- DVD cover
- Directed by: Jonathan Demme
- Produced by: Peter Saraf
- Starring: Robyn Hitchcock
- Edited by: Andy Keir
- Music by: Robyn Hitchcock
- Production company: Orion Pictures
- Distributed by: MGM Distribution Co. (United States) United International Pictures (international)
- Release dates: March 19, 1998 (SXSW Film Festival); November 18, 1998 (United States);
- Running time: 77 minutes
- Country: United States
- Language: English

= Storefront Hitchcock =

1998 American film by Jonathan Demme

Storefront Hitchcock is a 1998 American concert film featuring Robyn Hitchcock and directed by Jonathan Demme. It was conceived as "a document not a documentary", and the performance was shot in New York City in December 1996, in an abandoned used clothing store on 14th Street. Over the course of the performance, simple props and set pieces are varied, such as a bare lightbulb and a tomato sculpture, and occasionally a passerby on the street glances in.
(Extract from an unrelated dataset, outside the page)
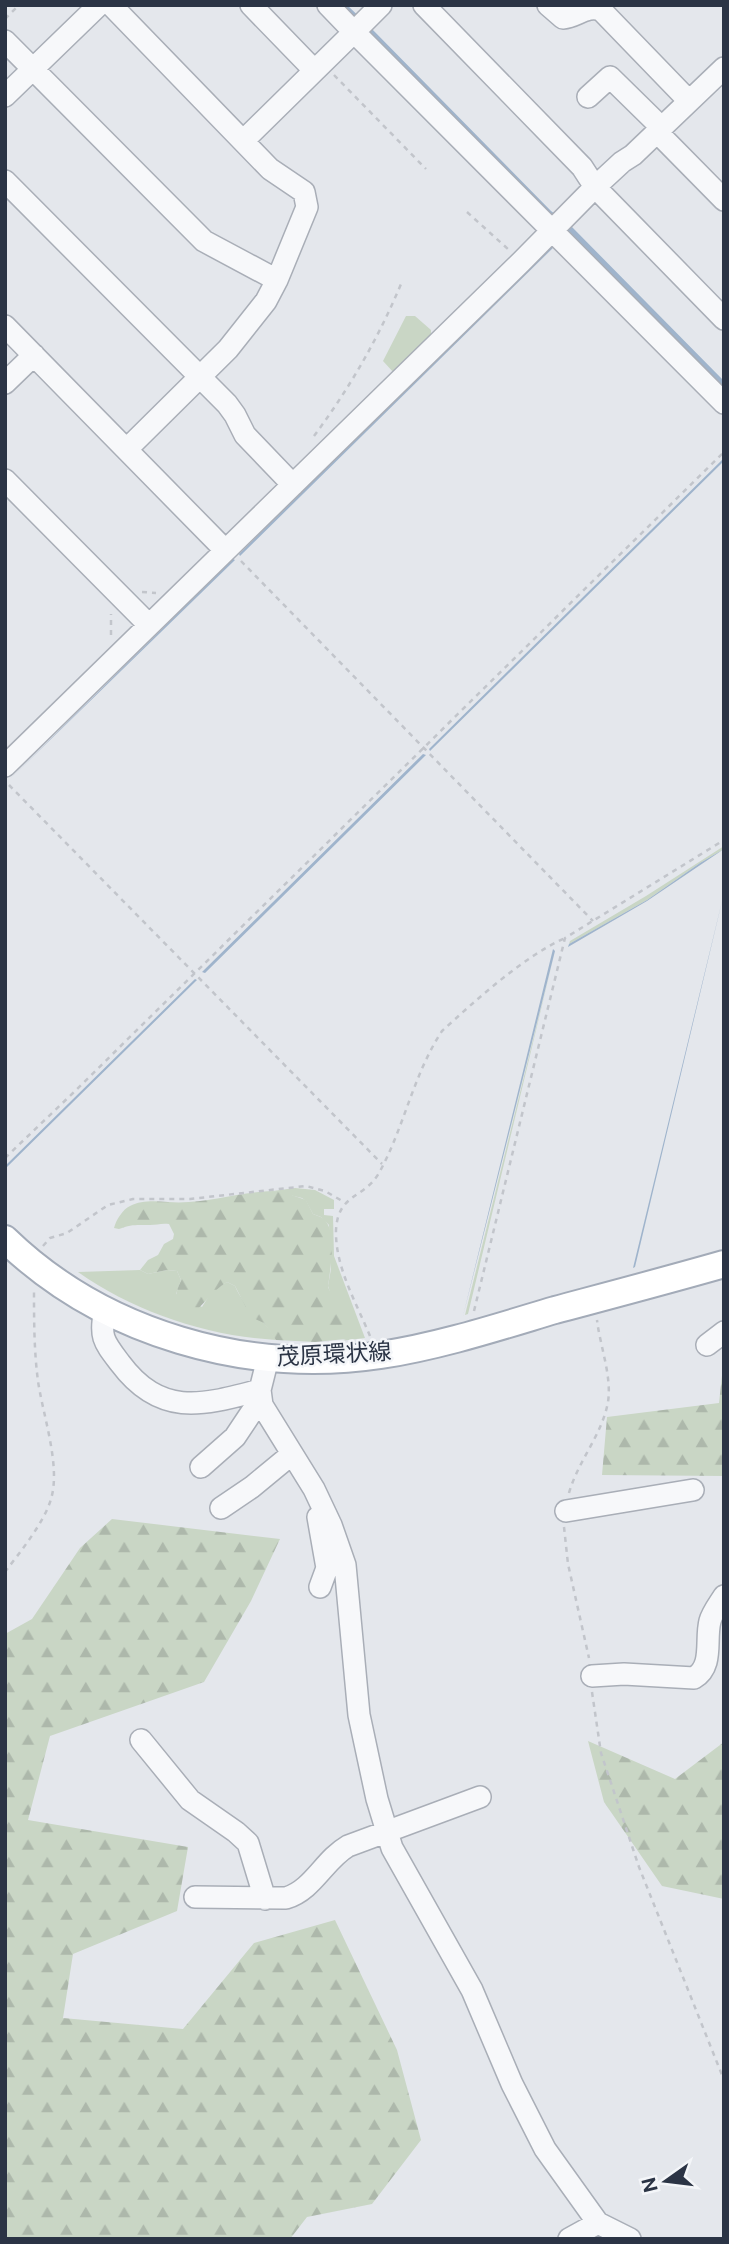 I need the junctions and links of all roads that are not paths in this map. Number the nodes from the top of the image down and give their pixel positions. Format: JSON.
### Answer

Demme met Hitchcock after he attended a live show and offered to direct a live performance video for a song, which was then revised to be a full concert. Demme was inspired to film in the storefront setting by a Hungarian theatre group, Squat Theatre, who operated in New York City in the 1970s and 80s and typically performed in a storefront against a large plate glass window facing the street.

Demme subsequently cast Hitchcock in small roles in two other films, The Manchurian Candidate and Rachel Getting Married, and used one of his songs in The Truth About Charlie.

==Setlist==

All songs composed by Robyn Hitchcock.

1. "Devil's Radio"
2. "1974"
3. "Filthy Bird"
4. "Let's Go Thundering"
5. "I'm Only You"
6. "Glass Hotel"
7. "I Something You"
8. "The Yip! Song"
9. "I Am Not Me"
10. "You and Oblivion"
11. "Airscape"
12. "Freeze"
13. "Alright Yeah"
14. "No, I Don't Remember Guildford"

==Personnel==
- Robyn Hitchcock - vocals, acoustic guitar, electric guitar, harmonica
- Tim Keegan - guitar, vocals
- Deni Bonet - violin

==Release==
The film premiered at the SXSW Film Festival on March 19, 1998. It was funded by Orion Pictures just before it declared bankruptcy and was bought by MGM, and did not receive the hoped-for distribution or promotion in the United States. In Hitchcock's words, "when MGM kind of unzipped their stomachs to see what they'd swallowed, they pulled out Orion, and they cut open Orion's stomach. And inside Orion's stomach was wriggling Storefront Hitchcock, a little kind of minuscule million-dollar project that MGM wasn't particularly interested in." In fact, in its original US release, it only played in one theater in New York City, Film Forum, for one week starting on November 18, 1998.

The film was released on DVD in 2000 by MGM.

==Reception==
Dennis Harvey in Variety said that Hitchcock's "rich, supple voice shines, and his seemingly impromptu between-song patter suggests a pleasing form of mild insanity" also saying that "the songs are the real attraction here, and they provide a good overview of a large personal catalog." Stephen Holden in The New York Times wrote that the film "captures the sensibility of this smart, quirky folk-rocker in the most appealing possible light", while Scott Tobias in The A.V. Club wrote that "Demme's relaxed, ego-free direction is a reminder that the quirky humanist behind Melvin and Howard and Married to the Mob hasn't lost his touch", and "his clean, elegant compositions enhance the intimacy of the performance". However, Douglas Wolk of The Village Voice described it as a "simple but nicely presented document of a middling Hitchcock solo performance", complaining that "the set list dips generously into his lamest recent material".